BEGIN

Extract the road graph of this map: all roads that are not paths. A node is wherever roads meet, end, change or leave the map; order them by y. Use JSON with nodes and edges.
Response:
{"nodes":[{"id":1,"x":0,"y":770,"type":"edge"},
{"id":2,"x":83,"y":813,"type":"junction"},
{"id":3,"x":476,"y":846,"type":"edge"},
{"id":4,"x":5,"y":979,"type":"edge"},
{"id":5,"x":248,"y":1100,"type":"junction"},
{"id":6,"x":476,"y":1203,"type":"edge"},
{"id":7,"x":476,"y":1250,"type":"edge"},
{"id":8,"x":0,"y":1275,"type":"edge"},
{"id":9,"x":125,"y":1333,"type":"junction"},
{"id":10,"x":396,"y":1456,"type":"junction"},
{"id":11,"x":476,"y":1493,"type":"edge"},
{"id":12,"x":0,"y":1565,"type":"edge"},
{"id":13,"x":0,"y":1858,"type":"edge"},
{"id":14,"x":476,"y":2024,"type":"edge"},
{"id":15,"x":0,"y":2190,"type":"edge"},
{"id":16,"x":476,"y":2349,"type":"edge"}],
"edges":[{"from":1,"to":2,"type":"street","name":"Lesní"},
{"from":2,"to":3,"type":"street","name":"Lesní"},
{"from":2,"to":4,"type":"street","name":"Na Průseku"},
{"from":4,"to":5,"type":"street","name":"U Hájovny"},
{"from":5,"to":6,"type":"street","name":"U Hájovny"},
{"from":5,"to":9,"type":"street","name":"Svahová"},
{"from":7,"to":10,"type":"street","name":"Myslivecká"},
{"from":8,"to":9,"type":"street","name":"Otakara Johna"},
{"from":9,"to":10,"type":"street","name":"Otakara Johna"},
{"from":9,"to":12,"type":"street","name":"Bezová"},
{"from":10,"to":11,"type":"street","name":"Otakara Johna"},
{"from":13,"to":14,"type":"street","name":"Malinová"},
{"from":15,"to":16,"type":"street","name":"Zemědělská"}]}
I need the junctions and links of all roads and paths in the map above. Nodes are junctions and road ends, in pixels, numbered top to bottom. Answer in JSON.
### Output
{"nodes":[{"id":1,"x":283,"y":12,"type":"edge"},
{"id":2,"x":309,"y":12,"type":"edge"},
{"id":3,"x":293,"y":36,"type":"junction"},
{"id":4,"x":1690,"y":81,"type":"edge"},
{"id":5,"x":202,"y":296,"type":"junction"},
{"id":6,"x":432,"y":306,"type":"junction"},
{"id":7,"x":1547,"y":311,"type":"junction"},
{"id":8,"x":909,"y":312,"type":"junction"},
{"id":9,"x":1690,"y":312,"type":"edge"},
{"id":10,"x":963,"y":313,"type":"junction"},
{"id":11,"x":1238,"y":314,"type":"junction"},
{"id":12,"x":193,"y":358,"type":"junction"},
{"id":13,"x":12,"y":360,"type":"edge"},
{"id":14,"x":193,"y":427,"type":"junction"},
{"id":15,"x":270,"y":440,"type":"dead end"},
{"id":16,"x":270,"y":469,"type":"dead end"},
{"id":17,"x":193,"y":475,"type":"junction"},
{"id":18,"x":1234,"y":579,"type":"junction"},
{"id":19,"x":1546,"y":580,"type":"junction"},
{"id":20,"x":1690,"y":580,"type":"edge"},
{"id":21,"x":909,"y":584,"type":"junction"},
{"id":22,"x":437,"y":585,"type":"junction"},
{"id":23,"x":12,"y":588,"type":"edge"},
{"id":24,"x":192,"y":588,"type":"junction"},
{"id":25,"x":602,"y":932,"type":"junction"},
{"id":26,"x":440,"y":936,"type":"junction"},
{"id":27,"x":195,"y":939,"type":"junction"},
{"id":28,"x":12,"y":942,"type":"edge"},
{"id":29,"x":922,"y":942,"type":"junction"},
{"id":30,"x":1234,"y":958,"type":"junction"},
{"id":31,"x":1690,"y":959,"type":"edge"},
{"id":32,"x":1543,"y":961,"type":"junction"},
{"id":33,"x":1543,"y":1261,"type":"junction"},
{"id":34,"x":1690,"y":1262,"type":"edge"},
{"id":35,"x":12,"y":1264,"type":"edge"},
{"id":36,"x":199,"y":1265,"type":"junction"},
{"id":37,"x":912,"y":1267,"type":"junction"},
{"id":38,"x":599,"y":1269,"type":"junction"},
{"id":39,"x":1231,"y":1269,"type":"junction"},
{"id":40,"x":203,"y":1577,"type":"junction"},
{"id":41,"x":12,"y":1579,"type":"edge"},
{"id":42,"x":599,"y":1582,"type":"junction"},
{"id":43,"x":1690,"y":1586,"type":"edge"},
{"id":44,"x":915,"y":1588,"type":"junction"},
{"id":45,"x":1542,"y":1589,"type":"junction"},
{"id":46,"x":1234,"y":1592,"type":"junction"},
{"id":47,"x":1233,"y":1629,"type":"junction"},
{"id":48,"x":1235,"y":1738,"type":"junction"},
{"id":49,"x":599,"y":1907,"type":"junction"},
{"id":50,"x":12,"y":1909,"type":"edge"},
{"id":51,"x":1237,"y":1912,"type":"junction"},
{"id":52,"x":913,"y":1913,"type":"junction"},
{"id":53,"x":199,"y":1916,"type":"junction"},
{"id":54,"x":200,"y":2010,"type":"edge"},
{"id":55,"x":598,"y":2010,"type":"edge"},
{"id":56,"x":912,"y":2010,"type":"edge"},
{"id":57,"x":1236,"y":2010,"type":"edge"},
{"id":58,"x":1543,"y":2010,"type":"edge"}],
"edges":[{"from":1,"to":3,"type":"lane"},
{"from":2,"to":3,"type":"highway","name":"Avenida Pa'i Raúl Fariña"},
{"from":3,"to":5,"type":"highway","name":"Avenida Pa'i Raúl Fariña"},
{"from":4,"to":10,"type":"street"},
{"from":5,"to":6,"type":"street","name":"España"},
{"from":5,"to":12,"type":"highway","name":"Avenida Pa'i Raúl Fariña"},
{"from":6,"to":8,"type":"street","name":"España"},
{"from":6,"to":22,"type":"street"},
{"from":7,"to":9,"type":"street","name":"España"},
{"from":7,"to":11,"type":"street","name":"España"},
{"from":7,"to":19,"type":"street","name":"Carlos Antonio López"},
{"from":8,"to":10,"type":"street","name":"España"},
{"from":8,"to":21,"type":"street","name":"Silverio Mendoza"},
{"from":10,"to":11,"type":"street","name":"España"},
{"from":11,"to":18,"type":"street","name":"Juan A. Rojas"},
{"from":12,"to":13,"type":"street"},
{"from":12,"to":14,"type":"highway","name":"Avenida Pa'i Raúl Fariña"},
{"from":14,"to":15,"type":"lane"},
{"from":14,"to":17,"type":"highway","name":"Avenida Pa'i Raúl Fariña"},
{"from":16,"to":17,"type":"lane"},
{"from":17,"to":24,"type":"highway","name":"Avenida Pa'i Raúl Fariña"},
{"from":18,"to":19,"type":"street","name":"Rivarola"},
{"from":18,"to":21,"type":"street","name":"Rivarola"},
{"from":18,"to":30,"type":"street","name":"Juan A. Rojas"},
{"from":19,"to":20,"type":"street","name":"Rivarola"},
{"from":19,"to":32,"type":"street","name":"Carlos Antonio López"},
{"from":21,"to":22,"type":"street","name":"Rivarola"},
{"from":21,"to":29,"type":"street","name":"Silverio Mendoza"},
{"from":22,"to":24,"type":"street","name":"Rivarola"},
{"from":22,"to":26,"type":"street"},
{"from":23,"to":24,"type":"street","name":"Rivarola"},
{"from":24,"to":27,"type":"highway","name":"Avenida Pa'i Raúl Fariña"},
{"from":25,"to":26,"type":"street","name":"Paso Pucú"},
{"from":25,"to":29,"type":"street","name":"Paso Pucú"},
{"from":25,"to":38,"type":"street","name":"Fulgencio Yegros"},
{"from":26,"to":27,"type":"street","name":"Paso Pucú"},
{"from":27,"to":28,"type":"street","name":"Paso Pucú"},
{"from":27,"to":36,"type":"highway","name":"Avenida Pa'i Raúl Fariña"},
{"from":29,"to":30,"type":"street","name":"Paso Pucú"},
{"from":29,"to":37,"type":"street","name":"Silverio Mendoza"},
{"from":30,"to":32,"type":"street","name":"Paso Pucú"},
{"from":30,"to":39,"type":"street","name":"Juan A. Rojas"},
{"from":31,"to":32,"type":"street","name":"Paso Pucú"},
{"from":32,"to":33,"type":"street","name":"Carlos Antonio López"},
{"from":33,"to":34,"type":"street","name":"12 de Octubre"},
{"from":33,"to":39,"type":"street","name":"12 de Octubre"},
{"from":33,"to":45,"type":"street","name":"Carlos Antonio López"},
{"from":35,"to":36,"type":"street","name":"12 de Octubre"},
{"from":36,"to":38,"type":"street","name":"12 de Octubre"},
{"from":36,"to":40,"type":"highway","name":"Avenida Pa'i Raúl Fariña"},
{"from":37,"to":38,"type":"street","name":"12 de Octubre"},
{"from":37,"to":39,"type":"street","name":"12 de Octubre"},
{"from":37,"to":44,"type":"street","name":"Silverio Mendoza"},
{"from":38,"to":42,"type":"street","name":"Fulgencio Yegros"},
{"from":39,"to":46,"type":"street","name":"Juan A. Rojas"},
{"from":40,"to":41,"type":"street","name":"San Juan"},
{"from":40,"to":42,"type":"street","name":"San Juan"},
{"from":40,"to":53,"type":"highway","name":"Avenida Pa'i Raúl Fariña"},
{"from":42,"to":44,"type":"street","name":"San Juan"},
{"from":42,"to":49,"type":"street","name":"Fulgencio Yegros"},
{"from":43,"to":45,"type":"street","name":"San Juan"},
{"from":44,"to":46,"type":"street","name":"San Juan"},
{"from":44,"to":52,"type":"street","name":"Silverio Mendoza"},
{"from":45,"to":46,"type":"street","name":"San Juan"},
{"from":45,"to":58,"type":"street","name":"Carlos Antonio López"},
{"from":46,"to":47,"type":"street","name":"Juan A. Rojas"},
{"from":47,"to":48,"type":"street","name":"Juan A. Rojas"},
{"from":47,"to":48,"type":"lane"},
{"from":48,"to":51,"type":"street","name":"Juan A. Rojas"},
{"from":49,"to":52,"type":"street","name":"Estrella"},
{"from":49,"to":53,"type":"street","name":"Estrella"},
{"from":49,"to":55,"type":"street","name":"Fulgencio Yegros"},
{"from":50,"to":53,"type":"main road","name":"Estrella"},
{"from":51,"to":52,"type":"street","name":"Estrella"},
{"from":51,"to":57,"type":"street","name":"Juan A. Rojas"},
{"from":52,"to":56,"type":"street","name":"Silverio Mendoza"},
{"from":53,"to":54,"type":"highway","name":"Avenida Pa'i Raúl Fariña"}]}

END

**PROBLEM:** What lines of the material above hold the string "Fulgencio"? Please copy them.

**OUTPUT FOR THIS TASK:**
{"from":25,"to":38,"type":"street","name":"Fulgencio Yegros"},
{"from":38,"to":42,"type":"street","name":"Fulgencio Yegros"},
{"from":42,"to":49,"type":"street","name":"Fulgencio Yegros"},
{"from":49,"to":55,"type":"street","name":"Fulgencio Yegros"},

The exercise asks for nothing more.